Change in Editorial Team
After many years as Associate Editor, Jörg Zumbach decided to said farewell. Jörg has done a lot for the development of the PLAT journal and the ESPLAT society. He hosted the EuroPLAT-reunion conference 2017 in Salzburg, where the European Society for Psychology Learning and Teaching (ESPLAT) was founded. As a member of the first Executive Committee, Jörg engaged in the many small and large steps that need to be taken to get a new scholarly society on its way. Without his initiative of bringing the PLAT network people together again, ESPLAT would probably not exist today. Thank you, Jörg, for all that you have done for the teaching and learning of psychology! As new members of our team of Associate Editors, we welcome Maria Tulis-Oswald from the University of Salzburg, Austria, and Hannah Hausmann from the University of California, USA. Along with the change in the team of Associate Editors, there is also change among the permanent reviewers represented in the Editorial Board. It is so important to have this group of international experts in psychology learning and teaching, who know the journal and its standards well and support authors in making the best of their work.
The Current Issue
The current issue of PLAT contains three research articles and three reports. Moreover, you will find the abstracts of the current issue of Teaching of Psychology.
The benefits of repeated testing for retrieval performance are among the best corroborated findings in learning psychology. Barenberg and Dutke investigated the effects of retrieval practice in an authentic educational context with high ecological validity. Results showed that the well-known testing effects could not be replicated under the field conditions in this classroom. The authors discuss the role of specific design and measurement features for observing this desirable effect.
An interesting question is how textbooks present psychological methods that are controversial. The Implicit Association Test (IAT) is a widely used method which is heavily discussed among experts. Bartels and Schoenrade find in their inspection of introductory psychology textbooks, that the controversy about the IAT's psychometric properties and other issues are largely ignored. The authors point at the implications of this practice.

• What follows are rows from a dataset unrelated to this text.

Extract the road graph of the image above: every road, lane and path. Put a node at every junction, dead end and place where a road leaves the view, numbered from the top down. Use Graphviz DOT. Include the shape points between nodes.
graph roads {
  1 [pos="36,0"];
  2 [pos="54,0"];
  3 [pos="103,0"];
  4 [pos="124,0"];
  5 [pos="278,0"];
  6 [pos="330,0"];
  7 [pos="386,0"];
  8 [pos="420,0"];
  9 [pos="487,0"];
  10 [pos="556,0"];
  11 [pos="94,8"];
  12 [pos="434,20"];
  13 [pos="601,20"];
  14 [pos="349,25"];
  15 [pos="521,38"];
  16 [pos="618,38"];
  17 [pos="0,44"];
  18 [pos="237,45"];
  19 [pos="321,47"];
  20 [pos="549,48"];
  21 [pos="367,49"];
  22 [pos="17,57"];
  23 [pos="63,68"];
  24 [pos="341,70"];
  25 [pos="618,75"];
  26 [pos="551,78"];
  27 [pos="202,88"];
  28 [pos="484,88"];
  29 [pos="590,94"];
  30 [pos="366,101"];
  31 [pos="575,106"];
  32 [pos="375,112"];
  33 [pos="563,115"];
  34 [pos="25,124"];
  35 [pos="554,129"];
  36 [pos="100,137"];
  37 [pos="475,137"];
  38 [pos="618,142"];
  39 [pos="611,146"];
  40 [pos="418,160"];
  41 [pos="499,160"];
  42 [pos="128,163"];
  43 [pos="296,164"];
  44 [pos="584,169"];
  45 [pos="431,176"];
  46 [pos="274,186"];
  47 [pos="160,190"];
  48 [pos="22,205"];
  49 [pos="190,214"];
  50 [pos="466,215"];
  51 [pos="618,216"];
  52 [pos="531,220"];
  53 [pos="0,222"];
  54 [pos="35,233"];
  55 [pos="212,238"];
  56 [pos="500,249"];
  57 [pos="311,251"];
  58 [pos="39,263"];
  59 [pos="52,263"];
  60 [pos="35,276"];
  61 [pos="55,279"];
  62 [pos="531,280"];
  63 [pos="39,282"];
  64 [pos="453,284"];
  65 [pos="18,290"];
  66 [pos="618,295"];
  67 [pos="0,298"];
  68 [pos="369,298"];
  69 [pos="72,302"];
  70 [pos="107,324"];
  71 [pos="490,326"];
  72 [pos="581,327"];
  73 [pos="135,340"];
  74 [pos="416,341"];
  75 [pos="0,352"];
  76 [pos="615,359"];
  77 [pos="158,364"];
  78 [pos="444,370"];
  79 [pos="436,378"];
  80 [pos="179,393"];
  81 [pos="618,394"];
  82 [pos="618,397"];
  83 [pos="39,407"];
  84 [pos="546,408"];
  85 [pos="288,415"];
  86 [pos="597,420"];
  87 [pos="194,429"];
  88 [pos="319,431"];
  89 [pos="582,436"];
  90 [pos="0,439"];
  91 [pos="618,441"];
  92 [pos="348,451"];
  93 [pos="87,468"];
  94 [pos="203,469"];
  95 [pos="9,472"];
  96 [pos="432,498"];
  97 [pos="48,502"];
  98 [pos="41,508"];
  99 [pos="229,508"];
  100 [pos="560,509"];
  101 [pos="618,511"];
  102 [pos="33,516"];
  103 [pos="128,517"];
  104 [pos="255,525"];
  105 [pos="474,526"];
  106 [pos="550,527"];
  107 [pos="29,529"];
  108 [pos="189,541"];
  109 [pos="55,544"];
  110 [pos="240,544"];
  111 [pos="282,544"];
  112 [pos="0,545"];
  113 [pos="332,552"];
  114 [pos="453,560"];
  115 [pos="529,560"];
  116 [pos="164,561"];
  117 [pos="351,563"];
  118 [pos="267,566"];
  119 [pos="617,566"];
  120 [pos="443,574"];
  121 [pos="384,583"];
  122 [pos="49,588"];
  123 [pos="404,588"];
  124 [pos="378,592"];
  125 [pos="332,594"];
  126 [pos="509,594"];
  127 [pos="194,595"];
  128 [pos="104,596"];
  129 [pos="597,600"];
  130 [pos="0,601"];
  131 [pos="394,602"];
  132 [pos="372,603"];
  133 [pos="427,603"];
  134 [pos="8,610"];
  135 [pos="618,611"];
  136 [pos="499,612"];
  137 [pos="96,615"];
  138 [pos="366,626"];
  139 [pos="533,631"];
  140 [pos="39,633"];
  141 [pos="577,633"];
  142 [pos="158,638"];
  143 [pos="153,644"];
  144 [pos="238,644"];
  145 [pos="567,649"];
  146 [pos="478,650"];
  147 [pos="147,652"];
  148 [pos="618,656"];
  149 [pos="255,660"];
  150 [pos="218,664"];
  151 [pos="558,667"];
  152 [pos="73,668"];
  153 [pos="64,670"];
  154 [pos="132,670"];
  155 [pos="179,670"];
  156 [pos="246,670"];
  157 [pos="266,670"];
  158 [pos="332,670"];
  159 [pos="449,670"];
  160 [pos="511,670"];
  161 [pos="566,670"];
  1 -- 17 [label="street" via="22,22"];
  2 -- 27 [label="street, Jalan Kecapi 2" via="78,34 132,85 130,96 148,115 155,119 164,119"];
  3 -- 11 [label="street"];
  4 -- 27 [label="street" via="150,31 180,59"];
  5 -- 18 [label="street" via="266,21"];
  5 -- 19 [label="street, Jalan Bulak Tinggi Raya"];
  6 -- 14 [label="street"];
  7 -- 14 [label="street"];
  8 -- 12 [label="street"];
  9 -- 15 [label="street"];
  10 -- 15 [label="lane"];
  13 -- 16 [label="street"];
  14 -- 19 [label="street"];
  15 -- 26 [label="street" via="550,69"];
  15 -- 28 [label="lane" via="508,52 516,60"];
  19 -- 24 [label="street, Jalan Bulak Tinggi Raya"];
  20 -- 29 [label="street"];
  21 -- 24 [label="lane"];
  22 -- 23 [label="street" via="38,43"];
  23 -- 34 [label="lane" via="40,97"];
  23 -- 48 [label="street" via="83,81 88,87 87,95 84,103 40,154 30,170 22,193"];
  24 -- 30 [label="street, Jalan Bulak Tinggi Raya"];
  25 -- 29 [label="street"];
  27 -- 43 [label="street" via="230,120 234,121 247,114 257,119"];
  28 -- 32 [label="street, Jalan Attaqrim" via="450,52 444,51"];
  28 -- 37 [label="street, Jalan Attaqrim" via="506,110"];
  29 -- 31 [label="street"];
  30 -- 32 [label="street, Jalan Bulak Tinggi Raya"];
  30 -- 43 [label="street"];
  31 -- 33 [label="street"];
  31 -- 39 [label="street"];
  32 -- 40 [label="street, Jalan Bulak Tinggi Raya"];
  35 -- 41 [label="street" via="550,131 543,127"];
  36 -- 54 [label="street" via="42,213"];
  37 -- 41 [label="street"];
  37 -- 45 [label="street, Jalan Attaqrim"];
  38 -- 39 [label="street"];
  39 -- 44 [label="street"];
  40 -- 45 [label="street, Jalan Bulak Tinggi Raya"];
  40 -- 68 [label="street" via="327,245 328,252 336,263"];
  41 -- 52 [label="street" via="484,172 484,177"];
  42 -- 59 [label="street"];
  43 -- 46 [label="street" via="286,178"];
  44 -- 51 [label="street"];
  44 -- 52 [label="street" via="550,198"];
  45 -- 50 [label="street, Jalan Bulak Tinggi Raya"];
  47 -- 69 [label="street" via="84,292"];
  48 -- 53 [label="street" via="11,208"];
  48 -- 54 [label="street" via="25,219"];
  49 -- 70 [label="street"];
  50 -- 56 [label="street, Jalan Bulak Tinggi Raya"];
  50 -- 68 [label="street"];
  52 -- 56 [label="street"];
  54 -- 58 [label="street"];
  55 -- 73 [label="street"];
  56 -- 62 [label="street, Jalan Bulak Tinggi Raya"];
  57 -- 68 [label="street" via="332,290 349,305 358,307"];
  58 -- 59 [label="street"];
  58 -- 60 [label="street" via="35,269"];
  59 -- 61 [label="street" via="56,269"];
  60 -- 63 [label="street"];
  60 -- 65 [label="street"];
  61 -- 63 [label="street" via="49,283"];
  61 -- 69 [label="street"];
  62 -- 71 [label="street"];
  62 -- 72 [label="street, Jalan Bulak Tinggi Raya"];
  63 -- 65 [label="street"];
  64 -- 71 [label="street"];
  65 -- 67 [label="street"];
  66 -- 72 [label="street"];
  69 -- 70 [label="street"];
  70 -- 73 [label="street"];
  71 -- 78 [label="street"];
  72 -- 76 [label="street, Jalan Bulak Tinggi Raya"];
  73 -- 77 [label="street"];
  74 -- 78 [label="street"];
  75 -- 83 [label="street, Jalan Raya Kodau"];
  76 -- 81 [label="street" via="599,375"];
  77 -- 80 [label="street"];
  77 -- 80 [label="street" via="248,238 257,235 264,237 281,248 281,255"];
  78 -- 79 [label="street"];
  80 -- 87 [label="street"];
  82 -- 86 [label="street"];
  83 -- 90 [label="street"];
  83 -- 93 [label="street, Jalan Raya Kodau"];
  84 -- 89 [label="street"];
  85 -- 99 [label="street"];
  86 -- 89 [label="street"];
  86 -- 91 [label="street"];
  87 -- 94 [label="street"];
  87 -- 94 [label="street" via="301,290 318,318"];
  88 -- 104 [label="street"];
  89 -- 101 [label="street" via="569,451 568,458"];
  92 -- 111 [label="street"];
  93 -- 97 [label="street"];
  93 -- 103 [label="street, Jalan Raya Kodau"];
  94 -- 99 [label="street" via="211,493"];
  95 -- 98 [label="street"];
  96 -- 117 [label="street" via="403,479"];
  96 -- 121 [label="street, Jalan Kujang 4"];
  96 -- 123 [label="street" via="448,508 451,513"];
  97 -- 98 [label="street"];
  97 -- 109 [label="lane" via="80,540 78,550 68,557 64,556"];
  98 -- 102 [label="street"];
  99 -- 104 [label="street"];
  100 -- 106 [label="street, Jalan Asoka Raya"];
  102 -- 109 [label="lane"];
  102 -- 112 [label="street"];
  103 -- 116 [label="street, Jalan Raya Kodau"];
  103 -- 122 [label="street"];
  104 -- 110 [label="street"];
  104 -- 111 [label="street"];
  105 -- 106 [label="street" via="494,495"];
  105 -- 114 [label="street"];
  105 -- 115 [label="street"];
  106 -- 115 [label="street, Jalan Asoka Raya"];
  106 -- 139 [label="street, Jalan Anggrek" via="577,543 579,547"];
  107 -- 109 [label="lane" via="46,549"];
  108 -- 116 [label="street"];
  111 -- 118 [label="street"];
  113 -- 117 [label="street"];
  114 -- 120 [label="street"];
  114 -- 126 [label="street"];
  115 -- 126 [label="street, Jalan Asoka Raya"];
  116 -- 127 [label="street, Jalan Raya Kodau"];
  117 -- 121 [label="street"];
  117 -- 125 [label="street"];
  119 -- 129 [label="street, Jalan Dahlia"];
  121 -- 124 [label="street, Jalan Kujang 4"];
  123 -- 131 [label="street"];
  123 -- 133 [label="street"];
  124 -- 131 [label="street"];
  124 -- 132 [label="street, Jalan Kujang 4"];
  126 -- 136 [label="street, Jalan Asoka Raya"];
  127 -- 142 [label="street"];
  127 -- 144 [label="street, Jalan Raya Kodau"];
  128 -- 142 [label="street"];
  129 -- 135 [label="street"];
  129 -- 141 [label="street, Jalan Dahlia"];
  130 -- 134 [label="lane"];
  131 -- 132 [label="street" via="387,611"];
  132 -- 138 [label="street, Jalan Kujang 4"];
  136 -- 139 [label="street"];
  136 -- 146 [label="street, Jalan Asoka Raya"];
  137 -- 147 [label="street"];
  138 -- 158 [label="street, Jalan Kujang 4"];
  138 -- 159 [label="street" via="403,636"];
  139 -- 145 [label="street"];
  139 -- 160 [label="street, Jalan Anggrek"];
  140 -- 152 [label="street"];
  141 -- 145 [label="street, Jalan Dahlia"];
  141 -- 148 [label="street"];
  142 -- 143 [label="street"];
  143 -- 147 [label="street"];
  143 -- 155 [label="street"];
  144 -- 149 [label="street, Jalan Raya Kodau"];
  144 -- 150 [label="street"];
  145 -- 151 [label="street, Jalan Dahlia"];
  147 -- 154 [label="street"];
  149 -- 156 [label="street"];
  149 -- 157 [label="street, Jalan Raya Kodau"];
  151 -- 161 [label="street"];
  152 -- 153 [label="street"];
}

Argyriou, Benamar und Nikolajeva describe an online learning format that was used under pandemic conditions to teach a cognitive psychology course. The authors were especially interested in the relative importance of different online blended learning activities for exam performance and found that participation in online quizzes was the strongest predictor.
Teaching statistics in psychology is always challenging. Sarafoglou, van der Heijden, Draws, Cornelisse, Wagenmakers and Marsman report on an effort of teaching statistics holistically, that is, by allowing students to work with real data and to answer concrete statistical questions. Students participated in a Bayesian research project on ordered binomial probabilities. They experienced the entire empirical cycle as well as open science practices. The authors express their belief that a research project is an ideal opportunity to integrate the theory and mathematics of Bayesian inference with hands-on experience.
Urizar und Miller present a curriculum for a health psychology course aiming to engage students and encourage the use of active learning strategies. To this end, students worked with health technologies such as biosensors, biofeedback, wearables and more. A small-scale evaluation showed that students were positive both about the teaching approach and what they had learned from it.
If exams are not only expected to show students’ theoretical learning, but also their practical performance, simulation-based methods can be used. Glatz, Bergbom and Edlund provide guidelines for implementing Objective and Structured Clinical Examinations (OSCE) in the clinical psychology training context.
Please also pay attention to the abstracts from Teaching of Psychology (ToP49(1)) that you will find in this issue.
I hope you enjoy reading this issue of PLAT!